Les concepts mathématiques grecs ne sont pas adaptés à un langage algébrique. Cette remarque est particulièrement vraie pour les périodes précoces, comme celle pythagoricienne. Un nombre est une collection de plusieurs unités (un n'est pas un nombre), il correspond chez nous à un entier positif strictement supérieur à un. Un ratio n'est pas un nombre, mais une comparaison de deux grandeurs. La notion de ratio prend un sens à l'aide de la proportion. Quatre grandeurs a, b, c et d sont en proportion si le ratio a:b est égal au ratio c:d. L'unité est une grandeur physique élémentaire, comme une longueur ou une aire qui, associée à des nombres ou des ratios, permet d'exprimer les grandeurs présentes dans une figure géométrique. Dans les mathématiques hellénistiques, il n'existe pas véritablement de multiplication interne. La multiplication de deux longueurs donne l'aire d'une figure plane, la multiplication de deux nombres a et b correspond plus à l'addition itérée a fois du nombre b qu'à une véritable multiplication. La différence entre leurs concepts et notre formalisme complexifie la compréhension des mathématiques grecques. En conséquence, la présentation des idées mathématiques contenues dans cet article est, pour des raisons de simplicité de compréhension, fort loin d'un véritable traité d'époque, comme on le trouve chez Euclide. Par exemple, l'usage du symbole 1 dans la détermination de la section d'extrême et moyenne raison ne ferait pas sens pour un grec.
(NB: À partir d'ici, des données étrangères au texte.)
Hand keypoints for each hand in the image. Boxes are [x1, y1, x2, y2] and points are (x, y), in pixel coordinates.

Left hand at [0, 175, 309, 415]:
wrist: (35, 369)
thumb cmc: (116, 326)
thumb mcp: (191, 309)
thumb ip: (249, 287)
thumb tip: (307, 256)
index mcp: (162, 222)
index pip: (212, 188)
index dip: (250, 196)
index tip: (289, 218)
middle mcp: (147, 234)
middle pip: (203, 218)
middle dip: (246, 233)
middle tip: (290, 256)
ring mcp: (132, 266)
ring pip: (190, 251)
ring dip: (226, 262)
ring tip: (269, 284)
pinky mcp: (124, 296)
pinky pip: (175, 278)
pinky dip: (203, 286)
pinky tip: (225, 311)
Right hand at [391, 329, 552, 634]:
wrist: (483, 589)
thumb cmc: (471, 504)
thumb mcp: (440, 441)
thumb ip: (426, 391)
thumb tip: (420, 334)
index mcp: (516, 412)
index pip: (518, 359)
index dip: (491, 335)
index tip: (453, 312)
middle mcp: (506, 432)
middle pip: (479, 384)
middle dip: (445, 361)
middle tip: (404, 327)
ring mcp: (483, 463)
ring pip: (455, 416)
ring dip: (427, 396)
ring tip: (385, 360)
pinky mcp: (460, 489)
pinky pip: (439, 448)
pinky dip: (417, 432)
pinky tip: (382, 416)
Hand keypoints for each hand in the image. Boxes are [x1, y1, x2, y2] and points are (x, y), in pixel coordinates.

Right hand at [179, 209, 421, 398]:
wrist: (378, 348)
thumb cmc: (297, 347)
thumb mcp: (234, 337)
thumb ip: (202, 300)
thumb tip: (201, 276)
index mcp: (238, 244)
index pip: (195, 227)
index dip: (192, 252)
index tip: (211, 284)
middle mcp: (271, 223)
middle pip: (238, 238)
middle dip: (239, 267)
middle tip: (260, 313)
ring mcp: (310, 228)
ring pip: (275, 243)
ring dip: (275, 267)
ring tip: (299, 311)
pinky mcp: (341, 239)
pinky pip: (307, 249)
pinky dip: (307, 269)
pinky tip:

La deuxième difficulté provient de la rareté des sources avant Platon. Les cinquième et quatrième siècles sont presque vides en terme de traités mathématiques. Le savoir des historiens provient de sources postérieures de plusieurs siècles et pas toujours fiables, d'études précises sur la signification exacte de certains mots, que l'on retrouve aussi dans des textes non mathématiques, d'analyses archéologiques ou encore d'étude des importations d'autres civilisations. À l'aide de ces différentes indications, les historiens reconstruisent les démonstrations possibles et les placent dans leurs époques et leurs écoles respectives. Si, au fil du temps, l'ensemble des indices finit par donner une image cohérente et consensuelle dans les grandes lignes, de nombreux points de divergences, même sur des questions importantes, sont encore présents entre les différents spécialistes.

Usages du terme

Dans son livre de 1902, Zeuthen présente le concept d'algèbre géométrique essentiellement pour décrire le livre II d'Euclide et remarquer qu'il est équivalent à la résolution d'une équation quadratique. Il ne prend pas particulièrement de précautions oratoires ; il prête à Euclide la volonté de : « ... de transporter, aux équations numériquement données, la solution générale trouvée pour les équations quadratiques ». Tannery est convaincu de la véracité des témoignages, nombreux même si souvent tardifs et peu fiables, attribuant la découverte des irrationnels à l'époque de Pythagore. Il pense que ce véritable scandale logique est à l'origine du miracle mathématique grec que sont les Éléments d'Euclide. Or, cette découverte ne peut avoir lieu que dans la mesure où la maîtrise des questions du second degré est suffisante. Ces questions relevant du domaine algébrique, le concept de Zeuthen lui semble fécond, et il l'adopte dès l'année suivante. Pour Tannery, ce qui a limité les grecs dans la démarche n'est pas tant l'absence d'une pensée algébrique qu'un vocabulaire adapté, qu'ils ne possédaient pas : « Ce qui manque aux mathématiciens grecques, ce sont moins les méthodes ... que les formules propres à l'exposition des méthodes ».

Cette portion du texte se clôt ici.